Братья Булгаковы. Том 3. Письма 1827–1834 гг. - [25]

Шрифт
Интервал

Здесь большая вышла каша по французскому театру. Юсупов торжествует, что князь Петр Михайлович написал князю Дмитрию Владимировичу, что не хочет входить ни во что, что пусть князь делает как хочет, сам выписывает труппу, которая должна быть на ноге бывшей итальянской, то есть частной, а не императорской; что государь для удовольствия здешней публики давать будет по 30 тысяч в год; стало, лишаются театра, декораций, костюмов и проч. Юсупов предлагал Карцеву (которая, может быть, и сама была актриса), которая за 15 тысяч ехала с сим задатком в Париж и бралась набрать славную труппу в короткое время. Князь Дмитрий Владимирович не согласился тогда, а теперь она не хочет. Это дело премного занимает нашу публику, ибо имеется изрядное количество подписавшихся, заплативших вперед более 40 тысяч рублей. Давайте-ка нам итальянцев, когда вам немного надоедят.


Александр. Москва, 2 мая 1828 года

Дай Бог путешествию государеву совершиться хорошо, и чтобы это хорошее начало предзнаменовало славные успехи. Все Бога молят о том. Устраивай отъезды царские, а там и наши дела трактовать станем. Вот тебе и преемник Шишкову. Теперь у нас четыре министра не нашей веры: морской, финансов, просвещения и иностранный[28]. Чтобы попы совсем с ума не свели Блудова! Здесь ни у кого не выбьешь из головы, что государь едет на Москву, заедет к Троице и проч., а Нессельроде так кто-то встретил на улице едущего в дорожной коляске. Вот как у нас видят и как у нас врут!

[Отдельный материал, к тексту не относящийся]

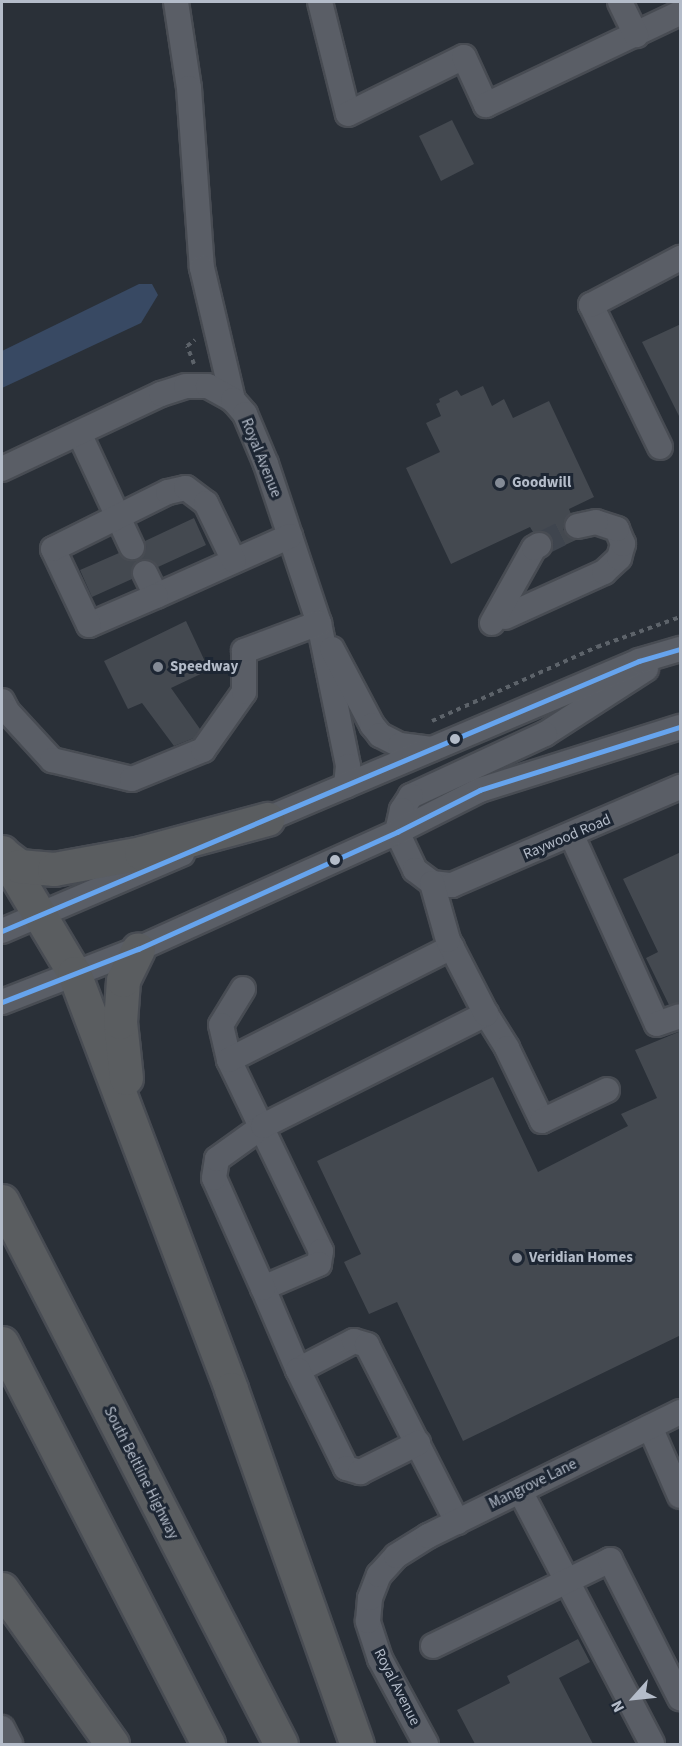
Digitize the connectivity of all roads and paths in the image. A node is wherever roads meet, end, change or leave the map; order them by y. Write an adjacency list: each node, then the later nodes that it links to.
1 (176, 2): 7 (street)
2 (320, 2): 5 (street)
3 (620, 2): 5 (street)
4 (681, 13): 5 (street)
5 (636, 35)
6 (681, 258): 9 (street)
7 (233, 400): 8 (street, Royal Avenue); 13 (street, Royal Avenue)
8 (79, 433): 10 (street, Royal Avenue); 11 (street)
9 (660, 447)
10 (2, 469)
11 (118, 517): 15 (street); 16 (street); 18 (street)
12 (577, 526): 14 (street)
13 (290, 536): 16 (street); 20 (street, Royal Avenue)
14 (539, 545)
15 (132, 547)
16 (234, 561): 18 (street)
17 (145, 573): 18 (street)
18 (156, 596)
19 (681, 617): 23 (path)
20 (319, 623): 22 (street); 25 (street, Royal Avenue); 26 (street, Royal Avenue)
21 (676, 651): 25 (street); 29 (street)
22 (2, 700)
23 (428, 723)
24 (681, 727): 29 (street)
25 (432, 749): 26 (street)
26 (346, 786): 28 (street)
27 (681, 787): 30 (street, Raywood Road)
28 (267, 819): 31 (highway); 33 (street)
29 (397, 832): 32 (street); 36 (street)
30 (572, 836): 32 (street, Raywood Road); 41 (street)
31 (2, 852): 33 (highway)
32 (442, 884): 35 (street)
33 (41, 914): 34 (street); 37 (highway)
34 (2, 931)
35 (452, 947): 40 (street); 42 (street)
36 (138, 949): 37 (street); 45 (highway)
37 (74, 973): 39 (street); 45 (highway)
38 (243, 989): 42 (street)
39 (3, 1001)
40 (486, 1014): 43 (street); 44 (street)
41 (681, 1016)
42 (229, 1060): 44 (street)
43 (607, 1090)
44 (262, 1126): 47 (street); 47 (street)
45 (132, 1130): 67 (highway)
46 (2, 1201): 66 (highway, South Beltline Highway)
47 (263, 1288): 49 (street)
48 (2, 1343): 65 (highway)
49 (298, 1370): 52 (street); 52 (street)
50 (681, 1412): 51 (street, Mangrove Lane)
51 (650, 1427): 53 (street); 54 (street, Mangrove Lane)
52 (418, 1443): 56 (street)
53 (674, 1464): 55 (street)
54 (520, 1491): 56 (street, Mangrove Lane); 58 (street)
55 (681, 1496)
56 (457, 1522): 57 (street, Mangrove Lane)
57 (390, 1563): 68 (street, Royal Avenue)
58 (567, 1581): 60 (street); 61 (street); 69 (street)
59 (2, 1589): 64 (highway)
60 (433, 1646)
61 (681, 1698)
62 (2, 1728): 63 (street)
63 (10, 1744)
64 (112, 1744)
65 (208, 1744)
66 (281, 1744)
67 (357, 1744)
68 (426, 1744)
69 (652, 1744)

Гулянье давеча было очень хорошо. Шедший до обеда дождь прибил пыль, и воздух в лесу был прекрасный. Множество было народу и экипажей, пускали пребольшой шар, дети натешились, навеселились, а я, глядя на них, также. Коляска бригадира Исленьева, в 6 лошадей, обратила на себя всеобщее внимание. Это большая невидальщина: все забыли, как ездят в 6 лошадей, а ямское шестиконие давно перевелось у нас. Среди гулянья слышали мы крики дамские, суматоху, лошади били, но какой-то молодой офицер прыг из дрожек, кинулся и остановил подручную, можно сказать, с опасностью жизни собственной. Гляжу, а это нашего Лазарева сестра, вся испуганная глядит из кареты и кричит: «Батюшки, помогите!» Я не мог, потому что все дело было уже сделано. Охота же ездить на гулянье на молодых бешеных лошадях! Долго ли до беды? Юсупов также обращал на себя внимание: он ехал в старинной карете, принадлежавшей князю Безбородко. Старо, а хорошо.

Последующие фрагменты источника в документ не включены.